Ryan Novotny

**Name of the Vulnerable Software and Affected Versions** MatrixAddons Easy Invoice versions through 2.0.9 **Description** The software contains a flaw related to improper input handling during web page generation, specifically a DOM-Based Cross-site Scripting issue. This allows for the injection of malicious scripts into web pages. The vulnerability exists due to insufficient sanitization of user-supplied data, potentially enabling an attacker to execute arbitrary code within the context of a user's browser. **Recommendations** Update to a version later than 2.0.9.

Name of the Vulnerable Software and Affected Versions: SaifuMak Add Custom Codes versions through 4.80 Description: An improper control of generation of code ('Code Injection') issue exists in SaifuMak Add Custom Codes, allowing code injection. Recommendations: At the moment, there is no information about a newer version that contains a fix for this vulnerability.

Name of the Vulnerable Software and Affected Versions: CWD Web Designer Easy Elements Hider versions 2.0 and earlier Description: The issue is related to improper neutralization of input during web page generation, which allows for Stored Cross-site Scripting (XSS). This means that an attacker can inject malicious scripts into the website, potentially affecting users who access the compromised page. Recommendations: For CWD Web Designer Easy Elements Hider versions 2.0 and earlier, update to a version that fixes the Stored XSS issue, if available. As a temporary workaround, consider restricting user input to prevent malicious script injection until a patch is available.

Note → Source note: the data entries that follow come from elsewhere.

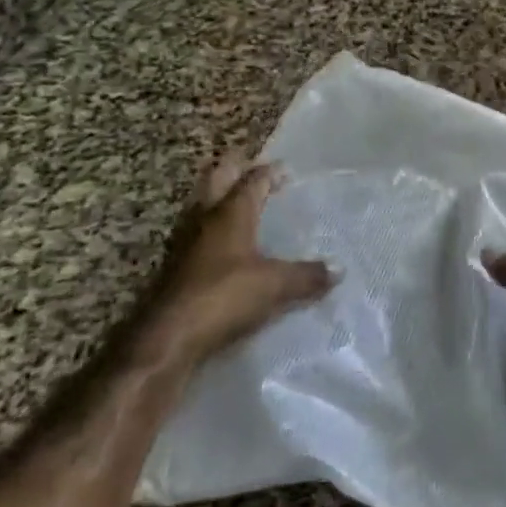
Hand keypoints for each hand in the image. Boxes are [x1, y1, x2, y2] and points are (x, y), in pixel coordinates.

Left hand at [136, 154, 334, 369]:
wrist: (166, 338)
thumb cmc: (223, 296)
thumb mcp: (274, 286)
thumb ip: (307, 275)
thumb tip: (339, 269)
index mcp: (231, 212)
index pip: (253, 179)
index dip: (271, 172)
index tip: (287, 170)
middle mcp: (205, 217)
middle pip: (217, 179)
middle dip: (235, 168)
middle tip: (254, 168)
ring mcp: (185, 241)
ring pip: (202, 204)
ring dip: (219, 197)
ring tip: (240, 203)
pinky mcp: (174, 267)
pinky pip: (196, 233)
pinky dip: (211, 229)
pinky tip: (223, 246)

**Name of the Vulnerable Software and Affected Versions** Rustaurius Ultimate Reviews versions n/a through 3.2.14 **Description** The issue is related to Improper Neutralization of Input During Web Page Generation, also known as Cross-site Scripting, allowing Reflected XSS. **Recommendations** For versions n/a through 3.2.14, update to a version later than 3.2.14 to resolve the issue. As a temporary workaround, consider restricting user input to prevent malicious scripts from being injected into the web page. Avoid using user-supplied input in sensitive functions until the issue is resolved. At the moment, there is no information about additional mitigation measures.

**Name of the Vulnerable Software and Affected Versions** Track, Analyze & Optimize by WP Tao versions 1.3 and earlier **Description** The issue is related to Improper Neutralization of Input During Web Page Generation, also known as Cross-site Scripting. This allows for Reflected XSS. **Recommendations** For versions 1.3 and earlier, update to a version that contains a fix for this issue, as the current version is affected by the Improper Neutralization of Input During Web Page Generation vulnerability. At the moment, there is no information about a newer version that contains a fix for this vulnerability.

**Name of the Vulnerable Software and Affected Versions** WC MyParcel Belgium versions 4.5.5 through beta **Description** The issue is related to Improper Neutralization of Input During Web Page Generation, also known as Cross-site Scripting, allowing Reflected XSS. This enables potential attackers to inject malicious scripts into web pages. **Recommendations** For versions 4.5.5 through beta, consider disabling any functionality that allows user input to be reflected in web pages until a patch is available. Restrict access to sensitive areas of the web application to minimize the risk of exploitation. Avoid using user-supplied input in API endpoints, such as `/api/user/data`, until the issue is resolved. At the moment, there is no information about a newer version that contains a fix for this vulnerability.

**Name of the Vulnerable Software and Affected Versions** M A Vinoth Kumar Category Widget versions n/a through 2.0.2 **Description** The issue is related to Improper Neutralization of Input During Web Page Generation, also known as Cross-site Scripting. This allows for Reflected XSS in the Category Widget. **Recommendations** For M A Vinoth Kumar Category Widget versions n/a through 2.0.2, update to a version later than 2.0.2 to resolve the issue. As a temporary workaround, consider restricting user input to minimize the risk of Reflected XSS exploitation.

**Name of the Vulnerable Software and Affected Versions** catkin ReDi Restaurant Reservation versions n/a through 24.1209 **Description** The issue is related to Improper Neutralization of Input During Web Page Generation, also known as 'Cross-site Scripting', which allows Reflected XSS. This means that an attacker can inject malicious scripts into the website, potentially stealing user data or taking control of user sessions. **Recommendations** For versions n/a through 24.1209, update to a version that fixes the Improper Neutralization of Input During Web Page Generation issue to prevent Reflected XSS attacks. At the moment, there is no information about a newer version that contains a fix for this vulnerability.